In summary, the current findings suggest that targeting weight status and (perceived) environmental factors may be a useful approach for limiting TV viewing among older adults with a lower education. Perceptions of the neighbourhood environment may not reflect reality in older adults. Therefore, potential future intervention strategies might include community initiatives to improve personal safety (e.g. by organizing neighbourhood watch) and aesthetics in the neighbourhood.

Limitations of the present study should be acknowledged. Firstly, the data is self-reported which may result in recall and social desirability bias [44]. However, measures were derived from published sources with acceptable validity and reliability levels [21, 28, 3235]. Including the use of more objective measures, such as accelerometers or inclinometers, to assess sedentary behaviour, as well as objective measures of the environment [e.g. GIS (Geographic Information System) data] may be an important component of future studies. Although perceptions of the environment are valuable as they impact on behaviour, Ball and colleagues found that there may be relatively poor agreement between perceived and objective measures of physical activity environments [45]. Secondly, the cross-sectional nature of the design does not permit causality of the investigated relationships to be examined. Thirdly, the modest response rate should be taken into account, however there was variation in the demographic and physical activity characteristics of participants. Finally, the list of potential mediators was limited to the present factors tested, and therefore the mediating role of other potential factors (e.g. psychosocial constructs such as self-efficacy, cognitive variables such as intention, other individual factors such as functional status, or other sedentary activities such as computer use) [13] needs to be examined. These factors may differ according to education and might also be associated with TV viewing.

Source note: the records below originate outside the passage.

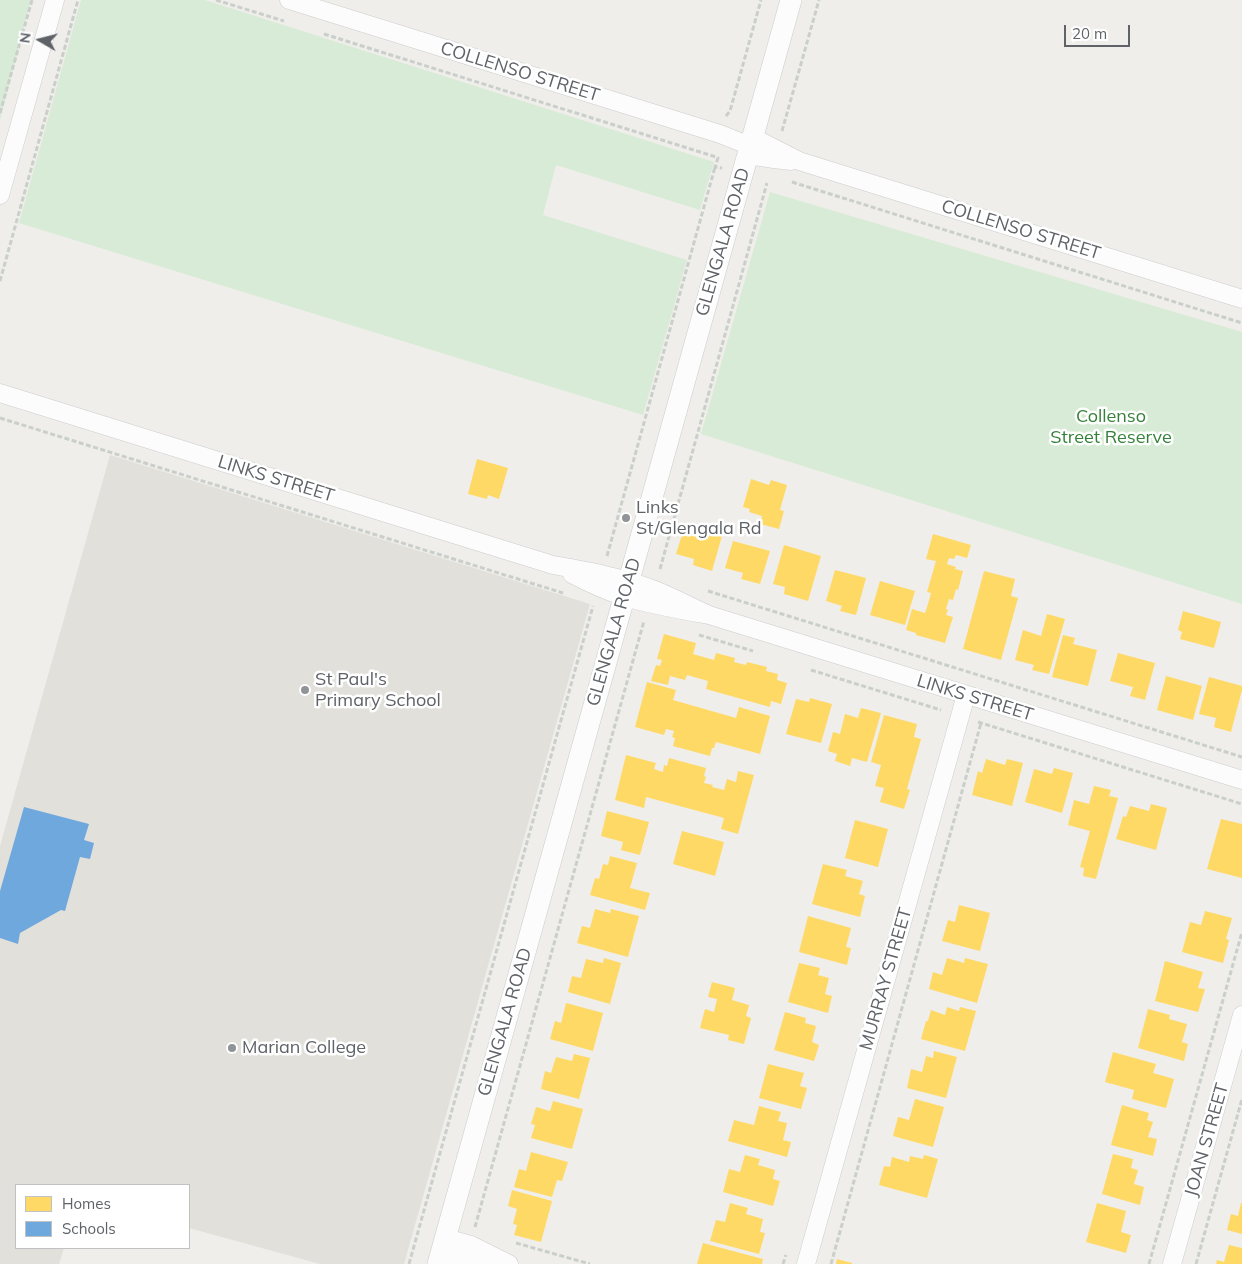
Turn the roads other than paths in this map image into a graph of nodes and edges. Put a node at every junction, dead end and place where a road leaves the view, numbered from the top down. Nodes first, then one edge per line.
1 (55, 0) edge
2 (289, 0) edge
3 (790, 0) edge
4 (750, 146) junction
5 (799, 161) junction
6 (0, 195) edge
7 (1242, 299) edge
8 (0, 393) edge
9 (626, 589) junction
10 (966, 695) junction
11 (1242, 780) edge
12 (1242, 1015) edge
13 (441, 1252) edge
14 (500, 1264) edge
15 (509, 1264) edge
16 (806, 1264) edge
17 (1172, 1264) edge

1 - 6 street
2 - 4 street, COLLENSO STREET
3 - 4 street, GLENGALA ROAD
4 - 5 street, COLLENSO STREET
4 - 5 street, COLLENSO STREET
4 - 9 street, GLENGALA ROAD
5 - 7 street, COLLENSO STREET
8 - 9 street, LINKS STREET
9 - 10 street, LINKS STREET
9 - 13 street, GLENGALA ROAD
10 - 11 street, LINKS STREET
10 - 16 street, MURRAY STREET
12 - 17 street, JOAN STREET
13 - 14 street
13 - 15 street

A major strength of this study is that it is the first to examine the underlying mechanisms in the association between education and TV viewing among older adults. Further, the large, random sample of older adults living in both rural and urban neighbourhoods was adequately powered to detect associations after controlling for a number of covariates. Finally, the inclusion of measures that assessed physical and social environmental factors specifically linked to sedentary behaviour was a strength of this study since little previous research has utilised such measures.

Conclusions

The present results are useful for informing the development of public health strategies and intervention programs to reduce time spent sitting while watching TV among older, less educated adults. The association between education and TV viewing in Australian older adults is partly mediated by personal (BMI), social (personal safety) and physical (neighbourhood aesthetics, number of televisions in the house) environmental factors. Consequently, interventions aimed to reduce TV viewing should focus on these ecological factors, in order to reduce educational inequalities in sedentary behaviour among older adults.